As far as I can determine *XEN Freeware by Paul Brown* was first mentioned on these forums by *tuppence2* in a thread in "Web and Email" and in September '02. Here:

http://forums.techguy.org/showthread.php?s=&threadid=95521&highlight=XEN

It has consistently figured in posts in http://forums.techguy.org/f21/s

and most recently in a post by *Peters321 in "Tips & Tricks on the 8th.March '04*. Here:

http://forums.techguy.org/showthread.php?s=&threadid=200066&perpage=15&pagenumber=2

I have now both *Paul Brown's XEN* and his *XENTweak* installed.

This review is less of a critique (which I am unqualified to make) and more of a sharing with those who have an interest beyond that of merely using a computer.

As most of us realise there a great deal of freeware available. It covers a wide spectrum from the playful to the intensely serious. There is little doubt that quality varies and there is probably no doubt that we each have our preferences. We might find agreement, however, about the desirability of keeping our computer and its systems in the best possible 'running order'. And, in the broadest sense of the words, 'fun' and 'learning', we would agree as to the desirability of those components in the computing experience.
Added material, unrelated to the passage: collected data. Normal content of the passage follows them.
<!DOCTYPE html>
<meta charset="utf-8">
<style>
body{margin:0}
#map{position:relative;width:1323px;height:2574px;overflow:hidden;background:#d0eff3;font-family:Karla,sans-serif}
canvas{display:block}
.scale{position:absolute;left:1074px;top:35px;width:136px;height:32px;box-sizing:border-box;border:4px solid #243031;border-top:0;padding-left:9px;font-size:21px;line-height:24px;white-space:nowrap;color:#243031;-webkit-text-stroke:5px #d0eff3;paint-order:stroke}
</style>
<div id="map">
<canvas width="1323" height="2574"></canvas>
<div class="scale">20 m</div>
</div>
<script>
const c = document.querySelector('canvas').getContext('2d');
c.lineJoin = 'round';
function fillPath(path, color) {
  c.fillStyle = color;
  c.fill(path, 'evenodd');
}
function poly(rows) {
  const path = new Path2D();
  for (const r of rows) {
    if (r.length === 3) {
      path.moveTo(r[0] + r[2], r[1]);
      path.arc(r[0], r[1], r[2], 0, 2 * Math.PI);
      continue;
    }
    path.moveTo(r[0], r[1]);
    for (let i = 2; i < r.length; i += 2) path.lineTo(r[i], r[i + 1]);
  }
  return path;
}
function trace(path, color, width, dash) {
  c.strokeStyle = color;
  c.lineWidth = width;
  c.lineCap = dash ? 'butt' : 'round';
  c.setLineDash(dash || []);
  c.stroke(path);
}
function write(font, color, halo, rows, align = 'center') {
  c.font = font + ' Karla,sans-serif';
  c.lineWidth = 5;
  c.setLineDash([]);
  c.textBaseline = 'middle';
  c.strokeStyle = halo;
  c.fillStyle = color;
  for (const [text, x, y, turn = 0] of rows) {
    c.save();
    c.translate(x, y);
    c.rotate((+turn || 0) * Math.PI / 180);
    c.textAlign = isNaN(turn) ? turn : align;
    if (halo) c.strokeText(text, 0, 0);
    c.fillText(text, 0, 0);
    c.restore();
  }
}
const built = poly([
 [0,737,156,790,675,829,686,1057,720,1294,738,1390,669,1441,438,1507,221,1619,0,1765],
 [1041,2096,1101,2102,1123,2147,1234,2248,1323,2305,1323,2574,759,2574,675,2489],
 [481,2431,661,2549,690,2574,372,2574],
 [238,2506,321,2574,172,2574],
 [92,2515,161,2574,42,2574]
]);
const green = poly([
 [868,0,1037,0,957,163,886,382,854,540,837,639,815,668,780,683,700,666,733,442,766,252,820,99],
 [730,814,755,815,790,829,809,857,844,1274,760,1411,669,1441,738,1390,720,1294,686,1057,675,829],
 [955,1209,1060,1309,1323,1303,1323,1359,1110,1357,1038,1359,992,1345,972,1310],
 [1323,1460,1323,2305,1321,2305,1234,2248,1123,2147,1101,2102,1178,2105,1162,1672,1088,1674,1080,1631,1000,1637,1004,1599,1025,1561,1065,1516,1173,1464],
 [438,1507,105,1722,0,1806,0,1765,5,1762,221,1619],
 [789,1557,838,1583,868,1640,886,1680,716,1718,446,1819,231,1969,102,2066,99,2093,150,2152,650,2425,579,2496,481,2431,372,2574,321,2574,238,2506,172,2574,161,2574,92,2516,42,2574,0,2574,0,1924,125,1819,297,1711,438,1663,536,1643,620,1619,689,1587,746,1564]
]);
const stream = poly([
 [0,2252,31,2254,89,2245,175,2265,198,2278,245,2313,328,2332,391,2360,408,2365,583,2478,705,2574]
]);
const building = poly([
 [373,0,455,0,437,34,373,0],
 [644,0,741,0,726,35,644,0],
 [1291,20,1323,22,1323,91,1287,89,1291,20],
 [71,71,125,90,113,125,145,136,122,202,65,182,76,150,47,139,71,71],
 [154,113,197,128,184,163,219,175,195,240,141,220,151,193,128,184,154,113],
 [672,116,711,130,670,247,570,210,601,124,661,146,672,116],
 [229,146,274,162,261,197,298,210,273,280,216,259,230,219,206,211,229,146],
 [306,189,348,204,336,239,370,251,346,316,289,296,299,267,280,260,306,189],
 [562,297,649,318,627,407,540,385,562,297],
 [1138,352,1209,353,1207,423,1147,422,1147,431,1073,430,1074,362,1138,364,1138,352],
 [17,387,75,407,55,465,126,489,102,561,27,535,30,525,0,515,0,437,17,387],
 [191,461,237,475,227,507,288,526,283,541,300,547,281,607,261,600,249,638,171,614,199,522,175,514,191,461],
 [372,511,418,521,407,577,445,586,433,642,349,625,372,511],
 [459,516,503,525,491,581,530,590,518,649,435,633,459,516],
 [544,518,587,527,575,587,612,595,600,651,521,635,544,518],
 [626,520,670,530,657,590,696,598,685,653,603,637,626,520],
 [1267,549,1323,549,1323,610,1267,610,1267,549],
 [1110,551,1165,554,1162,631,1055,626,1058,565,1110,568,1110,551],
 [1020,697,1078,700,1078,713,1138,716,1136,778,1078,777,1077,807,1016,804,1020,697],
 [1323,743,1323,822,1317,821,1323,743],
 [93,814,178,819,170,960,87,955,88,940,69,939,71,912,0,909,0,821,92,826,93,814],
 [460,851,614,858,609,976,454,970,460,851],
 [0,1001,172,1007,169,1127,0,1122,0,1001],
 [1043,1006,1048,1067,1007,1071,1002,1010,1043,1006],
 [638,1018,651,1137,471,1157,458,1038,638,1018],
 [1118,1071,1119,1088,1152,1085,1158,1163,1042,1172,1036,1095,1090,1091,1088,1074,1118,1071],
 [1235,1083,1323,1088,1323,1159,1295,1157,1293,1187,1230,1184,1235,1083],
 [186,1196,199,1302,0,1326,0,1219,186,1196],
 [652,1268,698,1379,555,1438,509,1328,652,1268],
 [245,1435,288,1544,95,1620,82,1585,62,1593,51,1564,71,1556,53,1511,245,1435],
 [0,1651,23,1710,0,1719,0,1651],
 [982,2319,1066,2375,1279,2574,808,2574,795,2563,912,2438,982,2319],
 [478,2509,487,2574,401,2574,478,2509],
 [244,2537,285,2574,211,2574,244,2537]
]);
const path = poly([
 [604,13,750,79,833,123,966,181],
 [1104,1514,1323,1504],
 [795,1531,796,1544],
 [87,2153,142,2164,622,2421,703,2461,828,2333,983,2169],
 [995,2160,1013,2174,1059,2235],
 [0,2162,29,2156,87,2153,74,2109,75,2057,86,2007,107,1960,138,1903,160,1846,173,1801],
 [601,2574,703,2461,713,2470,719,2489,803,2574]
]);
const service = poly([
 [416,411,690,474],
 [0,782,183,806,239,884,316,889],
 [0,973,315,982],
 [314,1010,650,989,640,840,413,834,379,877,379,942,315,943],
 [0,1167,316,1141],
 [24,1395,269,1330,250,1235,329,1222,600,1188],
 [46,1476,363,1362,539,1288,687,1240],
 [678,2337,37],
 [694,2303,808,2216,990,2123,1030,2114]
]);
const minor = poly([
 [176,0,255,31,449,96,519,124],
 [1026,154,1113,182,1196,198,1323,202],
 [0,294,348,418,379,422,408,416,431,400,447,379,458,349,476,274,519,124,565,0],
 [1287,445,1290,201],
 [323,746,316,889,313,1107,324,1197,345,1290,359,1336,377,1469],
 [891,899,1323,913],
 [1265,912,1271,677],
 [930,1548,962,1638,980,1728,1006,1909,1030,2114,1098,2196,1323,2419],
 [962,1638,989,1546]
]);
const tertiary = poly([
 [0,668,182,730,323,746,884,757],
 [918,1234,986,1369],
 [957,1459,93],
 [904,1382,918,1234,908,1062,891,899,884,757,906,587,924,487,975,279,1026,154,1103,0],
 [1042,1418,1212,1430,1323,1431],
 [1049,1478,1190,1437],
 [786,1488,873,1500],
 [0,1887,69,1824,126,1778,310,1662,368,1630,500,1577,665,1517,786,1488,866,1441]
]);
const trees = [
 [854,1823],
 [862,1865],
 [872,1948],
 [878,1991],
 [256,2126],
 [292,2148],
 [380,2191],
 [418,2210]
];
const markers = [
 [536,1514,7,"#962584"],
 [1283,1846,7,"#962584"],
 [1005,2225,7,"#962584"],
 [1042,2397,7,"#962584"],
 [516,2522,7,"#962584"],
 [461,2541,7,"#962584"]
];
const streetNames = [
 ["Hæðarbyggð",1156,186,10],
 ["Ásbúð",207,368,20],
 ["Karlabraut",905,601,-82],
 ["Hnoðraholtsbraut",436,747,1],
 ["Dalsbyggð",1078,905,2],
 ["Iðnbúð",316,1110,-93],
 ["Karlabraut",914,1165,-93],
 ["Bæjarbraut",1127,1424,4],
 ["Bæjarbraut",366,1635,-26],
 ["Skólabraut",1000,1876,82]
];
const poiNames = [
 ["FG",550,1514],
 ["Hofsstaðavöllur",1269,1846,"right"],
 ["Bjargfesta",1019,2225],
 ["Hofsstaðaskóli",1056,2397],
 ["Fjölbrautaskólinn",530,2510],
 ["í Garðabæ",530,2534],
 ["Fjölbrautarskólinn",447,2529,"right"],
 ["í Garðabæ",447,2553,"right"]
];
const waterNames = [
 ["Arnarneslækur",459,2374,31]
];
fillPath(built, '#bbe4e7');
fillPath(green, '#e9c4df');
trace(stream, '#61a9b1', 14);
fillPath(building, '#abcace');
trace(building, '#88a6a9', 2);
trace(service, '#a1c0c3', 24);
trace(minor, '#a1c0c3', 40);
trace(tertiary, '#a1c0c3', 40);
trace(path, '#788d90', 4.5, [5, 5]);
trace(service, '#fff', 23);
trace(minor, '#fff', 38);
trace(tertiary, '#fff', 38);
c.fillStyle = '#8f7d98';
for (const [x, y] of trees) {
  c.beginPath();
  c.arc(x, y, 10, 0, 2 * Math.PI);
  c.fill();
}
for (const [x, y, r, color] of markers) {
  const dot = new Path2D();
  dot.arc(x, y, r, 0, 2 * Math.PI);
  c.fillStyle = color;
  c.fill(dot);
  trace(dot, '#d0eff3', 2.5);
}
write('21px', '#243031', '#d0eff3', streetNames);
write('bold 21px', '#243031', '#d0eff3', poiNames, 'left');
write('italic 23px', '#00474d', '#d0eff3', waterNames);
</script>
*Paul Brown's XEN Freeware Tools* fall, for me, into these categories:

*Serious. Learning. Confidence boosting. Computer maintenance of a high order and Satisfaction.*

In short I am having fun. Thanks, Paul Brown.


----------



## aarhus2004 (Jan 10, 2004)

Here is the 'Choices' DOS window:


----------



## GoJoAGoGo (Dec 26, 2002)

Hi Ben:

In what way has the Xen Tools improved your PC Perforance? I believe when you first used the tools you posted that you lost some Audio and Fonts, have these returned now?


----------



## aarhus2004 (Jan 10, 2004)

Hello Joe,

It was my choice to delete sounds, fonts (and screen savers).

I have had no problems. The issue of accepting all his options is as yet unresolved by me. So much is included in those options (this in the Full Cleanup one) that I am taking my time (learning?).

I have the Purge tool on trial too. That one will cost $20 US (money order OK for the "no credit card users' of whom I am one).

Performance improvement? I don't know yet. The XENtweak tool not, by any means, fully explored. It appears to know when I have already done (in the past) what it recommends.

I am watching Lavasoft, Spybot, CW Shredder, to see what they show since XEN professes to some capabilities there too.

Very exciting, Joe. Verdict not in yet. Will post more when I decide the way I shall go.

And Paul Brown promises to respond to all questions - that may impress me further (if still the case).


----------



## GoJoAGoGo (Dec 26, 2002)

Hi Ben:

Sounds like a good tool. Keep me informed on your progress with it.


----------